The report cited the 1995 Honda Civic as the most-stolen vehicle in the United States in 2007, according to the National Insurance Crime Bureau.
Called its annual “Hot Wheels” report, the Bureau noted second place went to the 1991 Honda Accord, followed in order by the 1989 Toyota Camry and the 1997 Ford F-150. The top four did not change from statistics logged in 2006; and the ’95 Civic has been in the top 10 for four straight years.
Know Which Cars Are At Risk
All of this is valuable news if you are currently eyeing one of these models. Also of interest is why auto experts believe these vehicles are being targeted.
Overall the report wasn’t all bad news. It noted that auto theft rates have dropped nationally for every year since 2004, including by 8.9% in ’07.
Experts cited efforts by law enforcement and the insurance industry for the ongoing drops.
But that doesn’t mean auto theft has gone away, or ever will, despite improved prevention mechanisms such as car alarms, or police investigative tools.
Age, Make and Model Play a Role
Always at or near the top of the Bureau’s list are older-model Hondas and Toyotas.
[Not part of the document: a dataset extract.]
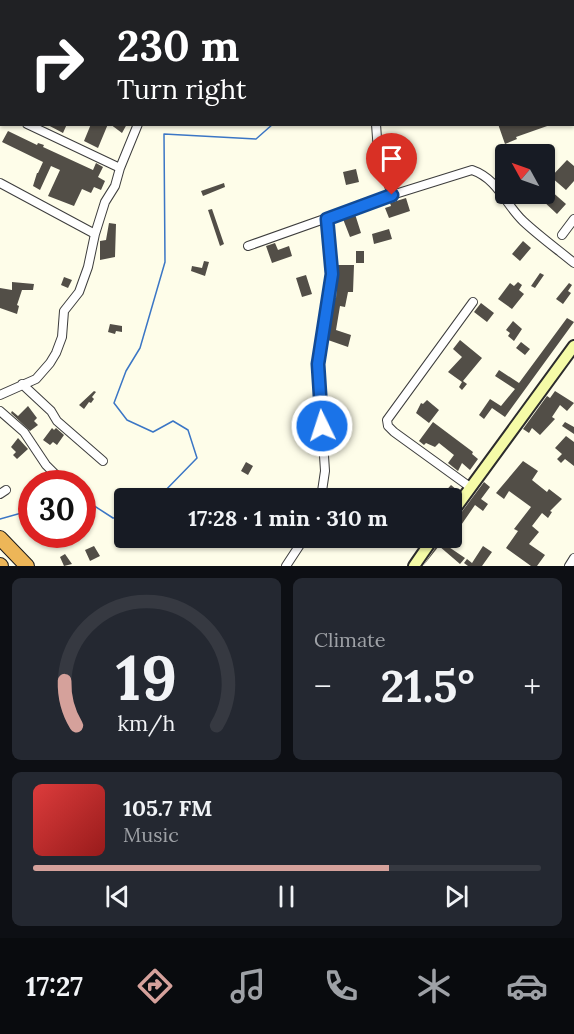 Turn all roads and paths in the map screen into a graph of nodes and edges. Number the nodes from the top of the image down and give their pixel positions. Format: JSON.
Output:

The theory is, they are popular and dependable, meaning more older versions are on roads as targets.
Also, some old Hondas and Toyotas hardly changed for several years which increased their value for parts.
Rounding out the top ten were the 1994 Chevrolet C/K 1500 Pickup, the 1994 Acura Integra, the 2004 Dodge Ram pickup, the 1994 Nissan Sentra, the 1988 Toyota Pickup, and, in just its first year, the 2007 Toyota Corolla made the list.
Owners of newer models are more likely to invest in theft-deterrent systems, such as alarms, kill switches, and tools that can cut off fuel. Owners can also invest more and get tools that track cars if stolen, helping police find and recover them.
The easiest and least expensive deterrent is locking your cars and taking the keys with you, experts said.
Deterrents can help shoo a thief away from your car to target another, especially if your car has a sticker or something to show off the item. Dealers often will place stickers on side windows, near the locks, to show a car has been fitted with an alarm.
Catching Car Thieves
Law enforcement practices have evolved greatly regarding auto theft, including increased use of license plate readers, and “bait cars” – imagine an undercover officer near a 1995 Civic in a high-crime area!
The art of tracking vehicle identification numbers, or VINs, has evolved greatly especially now that computers can be tapped.
Investigators can be tipped by auto mechanics about a suspicious engine being ordered for placement into a car, take the VIN, and investigate whether the engine matches the vehicle.
Recovery of stolen vehicles can be unpredictable. Many car owners have heard stories from other people whose car was stolen, and within weeks they feared their vehicles were already being sold for parts.
Interesting new security devices, such as DotGuard microdots, let individual car parts be identified and possibly returned.
Recovery rates depend on a jurisdiction’s police department’s focus. It helps if location devices have been installed.
Police might order random checks of cars that patrol units roll behind, or order checking all vehicles parked along a specific street or within a parking lot.
They also can keep a “watch list” of all vehicles reported stolen within their jurisdiction or a certain area.